You can look at the types and sizes of screws that you usually use on your projects. You can then invest in high-quality screwdrivers that match the screws’ type and size.

Selection and Use Tips

But many people still make the mistake of using the incorrect screwdriver. This despite the simplicity of the abovementioned rule. Keep in mind that unmatched screws and screwdriver for a job can result in:

  • Stripping the screw during the turning process. The damage will make it more difficult to remove the screw when it’s necessary.
  • Damaging the screwdriver itself. The blade can be dulled or the shaft can be broken, which will render the tool useless.
  • Making an easy job frustrating. The screw will not turn, which means a waste of time and effort on your part.
  • You don’t have to damage the screw and the screwdriver. You can keep these tips in mind when choosing and using the right screwdriver for the job.
  • Ensure that the tip has a secure and comfortable fit in the slot. The blade will slip out when the tip is too small, too large, or too thick for the slot. The work can be damaged, too, because of the blade slipping out of place.
  • Check that the tip is in good condition. The blade shouldn’t have nicks, dents and damage, such as a badly rounded tip, for it to work well. You can sustain injuries otherwise, even damage the surrounding wood.
  • Handle the screwdriver with clean and dry hands. Keep the screwdriver’s handles clean, too. Your wet or greasy hands handling a screwdriver can result in injuries. This is because you have lesser control over it.
  • Use your other hand in holding the blade in the screw slot when driving a screw. Otherwise, your hand can become injured when you’re holding the work with it.
  • Dip a screw in linseed oil for rust protection before turning it in. Pulling its threads across past wax, beeswax, or candle will also make it easier to drive it in.
  • Clamp locking pliers or wrench on a square-shank screwdriver for added turning power. Ordinary pliers will not work on round-shank screwdrivers either.
  • Dab shellac under the screw head. This will keep it from being loosened due to vibrations. Just press as firmly as possible on the screwdriver when removing it to remove the shellac shell.

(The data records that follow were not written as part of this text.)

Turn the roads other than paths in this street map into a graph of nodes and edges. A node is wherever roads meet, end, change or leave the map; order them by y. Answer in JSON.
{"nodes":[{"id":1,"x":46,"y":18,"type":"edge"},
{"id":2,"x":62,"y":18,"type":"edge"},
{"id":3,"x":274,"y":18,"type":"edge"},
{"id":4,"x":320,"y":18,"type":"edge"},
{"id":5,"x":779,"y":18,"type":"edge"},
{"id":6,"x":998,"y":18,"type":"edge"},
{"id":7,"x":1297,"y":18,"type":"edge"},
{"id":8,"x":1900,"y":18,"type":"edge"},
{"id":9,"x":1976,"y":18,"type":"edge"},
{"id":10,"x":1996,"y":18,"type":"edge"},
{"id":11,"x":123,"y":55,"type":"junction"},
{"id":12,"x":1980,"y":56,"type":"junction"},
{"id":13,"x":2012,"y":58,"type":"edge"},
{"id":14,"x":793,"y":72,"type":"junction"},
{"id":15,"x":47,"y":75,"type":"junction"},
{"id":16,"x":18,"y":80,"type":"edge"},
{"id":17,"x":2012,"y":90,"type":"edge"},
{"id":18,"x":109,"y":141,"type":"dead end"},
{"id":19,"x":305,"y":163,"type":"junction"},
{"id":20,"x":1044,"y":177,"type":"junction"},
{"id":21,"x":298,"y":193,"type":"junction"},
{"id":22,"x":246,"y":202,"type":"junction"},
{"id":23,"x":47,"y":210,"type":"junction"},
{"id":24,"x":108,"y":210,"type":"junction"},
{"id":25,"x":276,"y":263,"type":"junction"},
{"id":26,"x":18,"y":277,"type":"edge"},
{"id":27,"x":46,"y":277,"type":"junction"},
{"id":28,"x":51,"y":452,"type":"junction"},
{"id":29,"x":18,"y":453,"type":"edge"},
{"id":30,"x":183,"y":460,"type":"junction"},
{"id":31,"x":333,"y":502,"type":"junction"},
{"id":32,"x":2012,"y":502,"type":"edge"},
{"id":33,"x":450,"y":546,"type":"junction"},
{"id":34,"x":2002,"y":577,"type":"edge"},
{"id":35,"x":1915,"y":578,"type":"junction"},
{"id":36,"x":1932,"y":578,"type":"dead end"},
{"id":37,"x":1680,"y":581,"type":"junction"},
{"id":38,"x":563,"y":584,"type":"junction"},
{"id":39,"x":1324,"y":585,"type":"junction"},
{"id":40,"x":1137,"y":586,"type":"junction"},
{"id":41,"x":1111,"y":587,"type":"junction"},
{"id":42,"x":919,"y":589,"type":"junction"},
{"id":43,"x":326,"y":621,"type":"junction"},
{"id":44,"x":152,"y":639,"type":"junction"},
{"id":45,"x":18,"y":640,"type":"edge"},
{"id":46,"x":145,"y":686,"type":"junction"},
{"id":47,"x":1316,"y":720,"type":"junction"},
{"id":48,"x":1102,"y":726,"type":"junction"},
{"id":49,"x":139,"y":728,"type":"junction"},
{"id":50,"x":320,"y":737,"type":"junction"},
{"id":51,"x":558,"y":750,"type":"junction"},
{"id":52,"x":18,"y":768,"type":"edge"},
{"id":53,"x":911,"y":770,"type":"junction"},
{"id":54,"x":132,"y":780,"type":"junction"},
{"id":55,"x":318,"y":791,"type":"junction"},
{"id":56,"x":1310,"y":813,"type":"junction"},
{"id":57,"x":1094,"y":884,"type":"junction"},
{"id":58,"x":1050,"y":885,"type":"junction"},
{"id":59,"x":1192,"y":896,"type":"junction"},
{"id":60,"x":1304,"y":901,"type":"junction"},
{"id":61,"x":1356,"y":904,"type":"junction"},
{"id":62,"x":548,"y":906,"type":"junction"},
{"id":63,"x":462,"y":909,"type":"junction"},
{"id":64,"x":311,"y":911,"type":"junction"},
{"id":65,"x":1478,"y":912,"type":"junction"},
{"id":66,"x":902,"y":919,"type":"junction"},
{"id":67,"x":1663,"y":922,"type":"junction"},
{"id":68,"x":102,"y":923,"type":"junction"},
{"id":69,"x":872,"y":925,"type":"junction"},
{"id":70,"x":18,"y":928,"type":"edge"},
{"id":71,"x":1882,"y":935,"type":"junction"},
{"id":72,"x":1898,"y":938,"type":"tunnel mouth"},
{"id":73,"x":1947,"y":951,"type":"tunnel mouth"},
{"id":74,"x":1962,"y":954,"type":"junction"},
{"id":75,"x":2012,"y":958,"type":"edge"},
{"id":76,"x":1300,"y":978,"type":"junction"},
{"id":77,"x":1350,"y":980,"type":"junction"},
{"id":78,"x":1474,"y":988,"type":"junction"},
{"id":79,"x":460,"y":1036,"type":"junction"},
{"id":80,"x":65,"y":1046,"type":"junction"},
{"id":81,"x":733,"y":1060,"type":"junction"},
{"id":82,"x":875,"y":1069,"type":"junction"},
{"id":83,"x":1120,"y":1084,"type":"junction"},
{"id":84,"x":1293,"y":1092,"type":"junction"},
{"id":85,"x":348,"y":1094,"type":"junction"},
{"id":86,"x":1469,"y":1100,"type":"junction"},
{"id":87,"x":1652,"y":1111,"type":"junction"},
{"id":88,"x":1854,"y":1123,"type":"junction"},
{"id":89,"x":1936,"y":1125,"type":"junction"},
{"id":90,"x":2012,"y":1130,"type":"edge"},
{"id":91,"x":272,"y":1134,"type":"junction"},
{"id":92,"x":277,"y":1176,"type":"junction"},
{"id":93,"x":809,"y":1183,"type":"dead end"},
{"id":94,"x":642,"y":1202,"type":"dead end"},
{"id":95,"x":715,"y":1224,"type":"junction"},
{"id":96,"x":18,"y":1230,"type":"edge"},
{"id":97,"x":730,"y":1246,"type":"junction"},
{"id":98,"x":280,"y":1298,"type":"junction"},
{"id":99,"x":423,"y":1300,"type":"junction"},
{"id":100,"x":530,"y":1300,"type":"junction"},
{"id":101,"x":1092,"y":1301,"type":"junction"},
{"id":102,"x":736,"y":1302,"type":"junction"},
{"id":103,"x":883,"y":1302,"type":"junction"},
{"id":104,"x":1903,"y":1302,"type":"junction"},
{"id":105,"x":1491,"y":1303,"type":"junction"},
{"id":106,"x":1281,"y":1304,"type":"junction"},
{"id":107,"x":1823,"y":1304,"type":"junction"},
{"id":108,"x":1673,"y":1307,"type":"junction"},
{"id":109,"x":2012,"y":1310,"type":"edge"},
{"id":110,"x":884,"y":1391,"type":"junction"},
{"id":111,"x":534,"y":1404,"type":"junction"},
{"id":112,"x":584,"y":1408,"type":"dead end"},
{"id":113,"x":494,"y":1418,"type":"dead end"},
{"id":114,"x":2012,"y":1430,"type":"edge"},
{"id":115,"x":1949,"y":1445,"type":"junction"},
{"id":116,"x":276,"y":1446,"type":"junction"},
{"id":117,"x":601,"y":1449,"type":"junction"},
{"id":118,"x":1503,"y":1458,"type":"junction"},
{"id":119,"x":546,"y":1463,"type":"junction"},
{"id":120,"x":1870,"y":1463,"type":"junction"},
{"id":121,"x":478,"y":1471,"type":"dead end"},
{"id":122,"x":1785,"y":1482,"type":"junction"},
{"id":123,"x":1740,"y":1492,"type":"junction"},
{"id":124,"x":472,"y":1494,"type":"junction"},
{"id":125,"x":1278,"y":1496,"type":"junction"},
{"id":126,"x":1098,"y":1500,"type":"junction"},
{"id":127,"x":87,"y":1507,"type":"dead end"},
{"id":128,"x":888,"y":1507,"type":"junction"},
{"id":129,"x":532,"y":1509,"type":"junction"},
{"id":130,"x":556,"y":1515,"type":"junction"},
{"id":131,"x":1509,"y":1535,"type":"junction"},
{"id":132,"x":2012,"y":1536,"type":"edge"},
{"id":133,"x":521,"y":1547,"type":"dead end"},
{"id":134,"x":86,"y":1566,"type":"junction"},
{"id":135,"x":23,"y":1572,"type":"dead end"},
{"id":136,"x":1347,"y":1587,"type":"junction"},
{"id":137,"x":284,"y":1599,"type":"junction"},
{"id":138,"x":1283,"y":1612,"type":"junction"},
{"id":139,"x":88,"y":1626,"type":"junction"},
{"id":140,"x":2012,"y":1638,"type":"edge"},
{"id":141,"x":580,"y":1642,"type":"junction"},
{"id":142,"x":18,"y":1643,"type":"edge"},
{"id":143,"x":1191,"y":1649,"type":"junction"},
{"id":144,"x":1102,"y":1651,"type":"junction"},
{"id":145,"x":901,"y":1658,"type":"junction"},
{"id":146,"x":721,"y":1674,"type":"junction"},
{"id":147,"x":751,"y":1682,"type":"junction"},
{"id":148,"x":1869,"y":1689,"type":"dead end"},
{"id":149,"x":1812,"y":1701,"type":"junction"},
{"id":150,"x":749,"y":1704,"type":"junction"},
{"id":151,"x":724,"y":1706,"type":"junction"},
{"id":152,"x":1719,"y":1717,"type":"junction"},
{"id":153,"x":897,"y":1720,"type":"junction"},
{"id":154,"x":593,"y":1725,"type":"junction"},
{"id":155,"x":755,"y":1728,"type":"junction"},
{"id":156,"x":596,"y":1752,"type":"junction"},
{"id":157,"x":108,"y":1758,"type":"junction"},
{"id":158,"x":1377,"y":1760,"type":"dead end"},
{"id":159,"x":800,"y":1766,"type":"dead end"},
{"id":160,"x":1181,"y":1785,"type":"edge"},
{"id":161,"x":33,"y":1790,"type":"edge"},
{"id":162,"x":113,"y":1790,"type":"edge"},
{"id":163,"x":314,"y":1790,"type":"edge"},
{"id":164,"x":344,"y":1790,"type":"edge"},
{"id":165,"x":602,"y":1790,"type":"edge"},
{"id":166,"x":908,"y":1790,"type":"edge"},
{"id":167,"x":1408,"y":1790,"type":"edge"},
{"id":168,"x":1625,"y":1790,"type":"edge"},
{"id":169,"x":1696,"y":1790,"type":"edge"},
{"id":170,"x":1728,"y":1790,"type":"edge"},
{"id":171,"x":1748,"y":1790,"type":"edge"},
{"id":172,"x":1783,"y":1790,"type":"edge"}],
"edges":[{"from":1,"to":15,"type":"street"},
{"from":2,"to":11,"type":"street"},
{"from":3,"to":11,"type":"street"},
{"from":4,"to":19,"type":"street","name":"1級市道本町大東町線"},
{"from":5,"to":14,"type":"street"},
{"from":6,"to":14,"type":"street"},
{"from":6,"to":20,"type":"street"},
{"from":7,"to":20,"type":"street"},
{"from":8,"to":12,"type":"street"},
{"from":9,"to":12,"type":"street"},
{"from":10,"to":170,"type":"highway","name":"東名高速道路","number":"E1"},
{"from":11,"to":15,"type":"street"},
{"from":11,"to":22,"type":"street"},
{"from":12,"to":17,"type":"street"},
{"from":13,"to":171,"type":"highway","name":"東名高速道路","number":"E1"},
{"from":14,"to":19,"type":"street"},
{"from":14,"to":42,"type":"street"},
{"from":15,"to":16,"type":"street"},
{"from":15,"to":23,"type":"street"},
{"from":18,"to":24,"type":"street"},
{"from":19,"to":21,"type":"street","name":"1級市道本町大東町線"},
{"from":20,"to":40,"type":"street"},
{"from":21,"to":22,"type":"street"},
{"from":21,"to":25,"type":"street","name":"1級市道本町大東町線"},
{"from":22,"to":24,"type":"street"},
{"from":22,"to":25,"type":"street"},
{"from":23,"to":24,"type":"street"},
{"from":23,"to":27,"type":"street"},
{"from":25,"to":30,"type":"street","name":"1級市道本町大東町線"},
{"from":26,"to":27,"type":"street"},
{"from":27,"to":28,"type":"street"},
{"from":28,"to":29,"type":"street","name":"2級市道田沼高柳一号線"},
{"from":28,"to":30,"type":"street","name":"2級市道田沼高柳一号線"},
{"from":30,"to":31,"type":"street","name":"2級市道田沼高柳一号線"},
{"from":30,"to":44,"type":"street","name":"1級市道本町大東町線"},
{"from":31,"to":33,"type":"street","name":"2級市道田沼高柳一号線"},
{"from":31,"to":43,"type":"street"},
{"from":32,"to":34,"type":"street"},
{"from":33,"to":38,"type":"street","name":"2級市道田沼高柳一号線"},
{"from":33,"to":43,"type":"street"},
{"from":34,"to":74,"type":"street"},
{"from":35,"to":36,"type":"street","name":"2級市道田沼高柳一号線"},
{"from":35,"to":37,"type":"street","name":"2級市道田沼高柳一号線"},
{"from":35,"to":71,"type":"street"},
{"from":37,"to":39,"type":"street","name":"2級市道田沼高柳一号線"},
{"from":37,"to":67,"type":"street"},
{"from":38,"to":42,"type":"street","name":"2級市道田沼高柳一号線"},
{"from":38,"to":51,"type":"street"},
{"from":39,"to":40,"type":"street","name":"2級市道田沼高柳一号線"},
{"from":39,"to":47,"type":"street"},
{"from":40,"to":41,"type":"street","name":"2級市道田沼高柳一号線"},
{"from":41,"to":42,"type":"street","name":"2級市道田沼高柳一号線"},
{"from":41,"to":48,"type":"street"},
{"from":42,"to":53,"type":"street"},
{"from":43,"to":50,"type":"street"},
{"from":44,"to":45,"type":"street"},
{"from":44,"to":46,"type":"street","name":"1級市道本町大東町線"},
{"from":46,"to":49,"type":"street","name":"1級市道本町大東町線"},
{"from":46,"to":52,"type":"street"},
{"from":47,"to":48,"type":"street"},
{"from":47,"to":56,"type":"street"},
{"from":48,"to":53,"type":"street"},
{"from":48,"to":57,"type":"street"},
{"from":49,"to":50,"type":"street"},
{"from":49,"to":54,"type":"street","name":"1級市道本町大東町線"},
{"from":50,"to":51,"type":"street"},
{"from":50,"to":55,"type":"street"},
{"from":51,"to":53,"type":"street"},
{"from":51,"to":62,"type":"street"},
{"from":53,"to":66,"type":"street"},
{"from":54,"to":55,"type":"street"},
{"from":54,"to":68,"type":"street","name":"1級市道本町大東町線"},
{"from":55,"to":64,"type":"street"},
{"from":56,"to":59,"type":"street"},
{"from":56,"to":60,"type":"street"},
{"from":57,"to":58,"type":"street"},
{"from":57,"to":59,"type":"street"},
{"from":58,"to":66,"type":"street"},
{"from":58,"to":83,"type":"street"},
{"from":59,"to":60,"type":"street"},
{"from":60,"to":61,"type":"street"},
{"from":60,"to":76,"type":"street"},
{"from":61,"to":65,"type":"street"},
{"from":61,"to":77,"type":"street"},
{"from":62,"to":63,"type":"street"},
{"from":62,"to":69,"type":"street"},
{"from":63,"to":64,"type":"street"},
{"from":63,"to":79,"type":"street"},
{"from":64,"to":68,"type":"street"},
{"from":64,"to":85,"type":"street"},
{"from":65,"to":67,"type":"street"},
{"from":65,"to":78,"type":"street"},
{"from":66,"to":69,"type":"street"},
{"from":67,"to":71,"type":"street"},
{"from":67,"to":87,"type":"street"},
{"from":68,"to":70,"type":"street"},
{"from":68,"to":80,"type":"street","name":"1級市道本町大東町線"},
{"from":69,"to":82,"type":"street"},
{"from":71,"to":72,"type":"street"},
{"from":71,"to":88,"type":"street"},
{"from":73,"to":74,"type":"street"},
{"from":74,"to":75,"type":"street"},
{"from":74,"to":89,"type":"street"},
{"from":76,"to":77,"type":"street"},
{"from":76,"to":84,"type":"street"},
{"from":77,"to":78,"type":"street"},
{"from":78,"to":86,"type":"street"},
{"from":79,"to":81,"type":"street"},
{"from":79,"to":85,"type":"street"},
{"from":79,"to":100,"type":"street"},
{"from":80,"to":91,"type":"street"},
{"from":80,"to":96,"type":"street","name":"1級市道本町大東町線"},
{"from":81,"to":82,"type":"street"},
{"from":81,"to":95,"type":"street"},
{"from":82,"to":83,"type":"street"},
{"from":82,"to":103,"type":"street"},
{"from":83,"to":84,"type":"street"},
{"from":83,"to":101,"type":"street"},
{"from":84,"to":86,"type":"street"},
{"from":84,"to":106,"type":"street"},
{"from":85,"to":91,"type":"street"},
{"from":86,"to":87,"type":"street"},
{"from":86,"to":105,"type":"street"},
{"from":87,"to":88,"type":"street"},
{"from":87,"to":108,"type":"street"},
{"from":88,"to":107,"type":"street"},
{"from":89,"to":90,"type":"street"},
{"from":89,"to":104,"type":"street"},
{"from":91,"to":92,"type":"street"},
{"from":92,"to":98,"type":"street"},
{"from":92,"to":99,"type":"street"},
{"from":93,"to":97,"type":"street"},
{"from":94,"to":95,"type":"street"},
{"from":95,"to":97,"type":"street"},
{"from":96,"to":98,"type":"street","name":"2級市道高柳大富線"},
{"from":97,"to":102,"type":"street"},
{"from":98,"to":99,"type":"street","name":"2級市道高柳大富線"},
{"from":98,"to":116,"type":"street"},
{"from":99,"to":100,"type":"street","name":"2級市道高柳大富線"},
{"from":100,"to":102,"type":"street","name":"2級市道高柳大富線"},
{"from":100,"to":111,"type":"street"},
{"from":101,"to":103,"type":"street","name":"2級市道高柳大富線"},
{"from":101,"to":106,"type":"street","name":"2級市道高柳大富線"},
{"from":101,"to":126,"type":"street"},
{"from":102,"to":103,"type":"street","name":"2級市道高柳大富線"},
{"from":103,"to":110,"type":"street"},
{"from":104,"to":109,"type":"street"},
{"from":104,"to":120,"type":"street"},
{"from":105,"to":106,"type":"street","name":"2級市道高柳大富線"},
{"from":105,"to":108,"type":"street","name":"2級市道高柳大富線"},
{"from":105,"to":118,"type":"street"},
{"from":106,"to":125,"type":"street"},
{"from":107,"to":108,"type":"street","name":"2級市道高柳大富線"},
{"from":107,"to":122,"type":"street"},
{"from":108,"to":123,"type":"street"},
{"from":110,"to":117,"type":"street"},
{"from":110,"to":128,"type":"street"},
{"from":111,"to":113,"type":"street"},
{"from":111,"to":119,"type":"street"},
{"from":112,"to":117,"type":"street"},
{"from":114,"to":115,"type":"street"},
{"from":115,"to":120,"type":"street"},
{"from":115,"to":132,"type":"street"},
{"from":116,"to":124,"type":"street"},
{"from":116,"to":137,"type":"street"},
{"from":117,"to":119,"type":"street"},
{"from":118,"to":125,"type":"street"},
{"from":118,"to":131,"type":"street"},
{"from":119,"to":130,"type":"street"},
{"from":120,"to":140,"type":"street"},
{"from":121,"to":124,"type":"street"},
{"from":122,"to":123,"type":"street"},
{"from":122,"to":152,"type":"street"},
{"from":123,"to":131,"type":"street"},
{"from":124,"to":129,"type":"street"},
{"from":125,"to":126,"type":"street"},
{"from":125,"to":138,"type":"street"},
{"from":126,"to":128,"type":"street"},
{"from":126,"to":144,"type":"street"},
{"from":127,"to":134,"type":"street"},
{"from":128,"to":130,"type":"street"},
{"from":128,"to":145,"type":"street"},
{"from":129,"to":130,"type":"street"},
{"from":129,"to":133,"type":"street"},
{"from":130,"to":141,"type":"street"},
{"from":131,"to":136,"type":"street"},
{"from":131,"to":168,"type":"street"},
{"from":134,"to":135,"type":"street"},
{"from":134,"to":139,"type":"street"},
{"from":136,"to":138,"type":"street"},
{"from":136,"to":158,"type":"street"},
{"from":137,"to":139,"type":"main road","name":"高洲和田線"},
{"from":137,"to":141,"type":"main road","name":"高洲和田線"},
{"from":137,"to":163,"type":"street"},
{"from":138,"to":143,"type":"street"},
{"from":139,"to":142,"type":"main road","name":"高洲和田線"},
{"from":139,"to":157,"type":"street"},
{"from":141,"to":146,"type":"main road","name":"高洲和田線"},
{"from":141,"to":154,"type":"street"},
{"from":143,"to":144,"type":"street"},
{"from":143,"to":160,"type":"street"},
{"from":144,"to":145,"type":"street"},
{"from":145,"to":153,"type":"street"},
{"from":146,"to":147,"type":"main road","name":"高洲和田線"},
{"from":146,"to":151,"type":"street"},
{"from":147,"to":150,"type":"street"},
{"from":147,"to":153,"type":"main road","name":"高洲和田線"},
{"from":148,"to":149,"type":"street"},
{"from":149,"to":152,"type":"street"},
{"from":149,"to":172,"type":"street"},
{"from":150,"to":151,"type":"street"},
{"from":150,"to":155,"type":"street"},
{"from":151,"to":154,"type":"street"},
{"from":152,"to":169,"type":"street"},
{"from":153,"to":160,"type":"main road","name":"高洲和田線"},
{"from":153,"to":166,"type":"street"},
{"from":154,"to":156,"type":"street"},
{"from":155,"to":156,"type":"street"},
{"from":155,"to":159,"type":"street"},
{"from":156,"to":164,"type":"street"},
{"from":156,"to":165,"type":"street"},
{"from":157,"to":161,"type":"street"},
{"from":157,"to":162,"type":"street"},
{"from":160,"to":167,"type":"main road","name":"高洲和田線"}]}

Driving in a screwdriver is also easy. Yet many people also do it incorrectly and, thus, damage either the screw head or the screwdriver. You can avoid it by following these three basic steps:

  • Create pilot hole on the wood.
  • Start the screwing process. Place the screw on the tip and hold both with your fingers of one hand. Put the screw on the pilot hole and apply a little pressure when turning it in.
  • Keep driving the screw into place. Use your fingers to guide the screw in its hole.

In the end, even a small child will master the screwdriver! Just teach him the basics of matching the tip with the head, as well as driving and removing the latter.

Final Words

Choosing the right screwdriver for the job should be an easy task. Your biggest rule: Always match the size and type of the screw head with the screwdriver. Your work will be faster and easier afterwards.

Using the screwdriver in the right manner is just as important, too. You have to be aware of the safety precautions associated with its use. You should be aware of the dangers of its sharp tips and hard shaft.